Start of Data listing
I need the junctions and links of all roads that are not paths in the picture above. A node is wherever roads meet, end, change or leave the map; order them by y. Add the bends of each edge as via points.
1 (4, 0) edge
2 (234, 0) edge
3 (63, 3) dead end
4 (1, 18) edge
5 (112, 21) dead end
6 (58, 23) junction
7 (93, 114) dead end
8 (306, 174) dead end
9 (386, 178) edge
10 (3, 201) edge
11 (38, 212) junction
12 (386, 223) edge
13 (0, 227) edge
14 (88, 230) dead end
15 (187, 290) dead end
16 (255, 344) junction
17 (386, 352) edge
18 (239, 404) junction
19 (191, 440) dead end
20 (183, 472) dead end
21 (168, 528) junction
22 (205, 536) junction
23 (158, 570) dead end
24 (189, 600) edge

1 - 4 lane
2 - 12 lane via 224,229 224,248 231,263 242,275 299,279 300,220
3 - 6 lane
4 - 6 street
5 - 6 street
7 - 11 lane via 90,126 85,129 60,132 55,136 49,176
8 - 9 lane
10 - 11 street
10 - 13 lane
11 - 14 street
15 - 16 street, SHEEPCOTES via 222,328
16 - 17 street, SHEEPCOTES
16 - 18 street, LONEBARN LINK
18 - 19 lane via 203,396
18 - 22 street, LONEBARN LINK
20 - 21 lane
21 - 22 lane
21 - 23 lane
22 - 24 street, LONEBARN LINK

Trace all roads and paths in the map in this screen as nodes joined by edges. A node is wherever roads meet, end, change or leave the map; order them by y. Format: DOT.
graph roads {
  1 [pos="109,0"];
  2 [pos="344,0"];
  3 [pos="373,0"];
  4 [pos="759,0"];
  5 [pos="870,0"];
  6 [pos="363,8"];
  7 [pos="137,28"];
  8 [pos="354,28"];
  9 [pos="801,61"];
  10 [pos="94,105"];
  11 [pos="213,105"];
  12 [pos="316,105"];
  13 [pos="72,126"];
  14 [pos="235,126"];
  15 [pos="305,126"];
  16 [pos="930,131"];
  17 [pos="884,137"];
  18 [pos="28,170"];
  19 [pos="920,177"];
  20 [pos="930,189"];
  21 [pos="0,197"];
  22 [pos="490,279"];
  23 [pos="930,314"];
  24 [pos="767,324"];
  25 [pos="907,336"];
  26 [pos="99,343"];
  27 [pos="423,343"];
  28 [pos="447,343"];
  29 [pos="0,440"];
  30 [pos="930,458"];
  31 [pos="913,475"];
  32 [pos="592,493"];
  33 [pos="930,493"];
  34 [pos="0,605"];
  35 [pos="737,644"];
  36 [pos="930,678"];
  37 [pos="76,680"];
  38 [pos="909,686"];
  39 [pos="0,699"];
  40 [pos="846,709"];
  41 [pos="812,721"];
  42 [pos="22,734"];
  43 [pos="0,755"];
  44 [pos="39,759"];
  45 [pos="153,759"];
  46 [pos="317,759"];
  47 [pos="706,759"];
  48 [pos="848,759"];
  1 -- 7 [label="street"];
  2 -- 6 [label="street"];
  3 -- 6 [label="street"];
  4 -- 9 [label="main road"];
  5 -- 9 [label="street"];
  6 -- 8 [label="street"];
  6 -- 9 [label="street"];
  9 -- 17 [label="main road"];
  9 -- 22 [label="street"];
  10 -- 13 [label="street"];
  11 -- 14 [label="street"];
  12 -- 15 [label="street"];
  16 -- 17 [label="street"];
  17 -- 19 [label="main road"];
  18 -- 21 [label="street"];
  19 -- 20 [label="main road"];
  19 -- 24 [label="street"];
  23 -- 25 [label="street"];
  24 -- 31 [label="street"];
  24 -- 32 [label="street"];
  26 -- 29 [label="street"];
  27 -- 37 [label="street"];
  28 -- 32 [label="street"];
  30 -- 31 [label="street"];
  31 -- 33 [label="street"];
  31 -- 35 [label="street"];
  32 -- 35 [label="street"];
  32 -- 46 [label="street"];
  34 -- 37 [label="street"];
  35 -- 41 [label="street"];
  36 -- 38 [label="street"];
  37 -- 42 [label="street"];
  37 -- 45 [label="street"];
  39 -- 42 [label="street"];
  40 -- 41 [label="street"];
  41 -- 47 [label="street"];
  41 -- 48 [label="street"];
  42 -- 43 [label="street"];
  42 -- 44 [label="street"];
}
End of Data listing
Task description:
How many lines in these entries contain the string "leave"? State the number and nothing more.

Output of the exercise:
2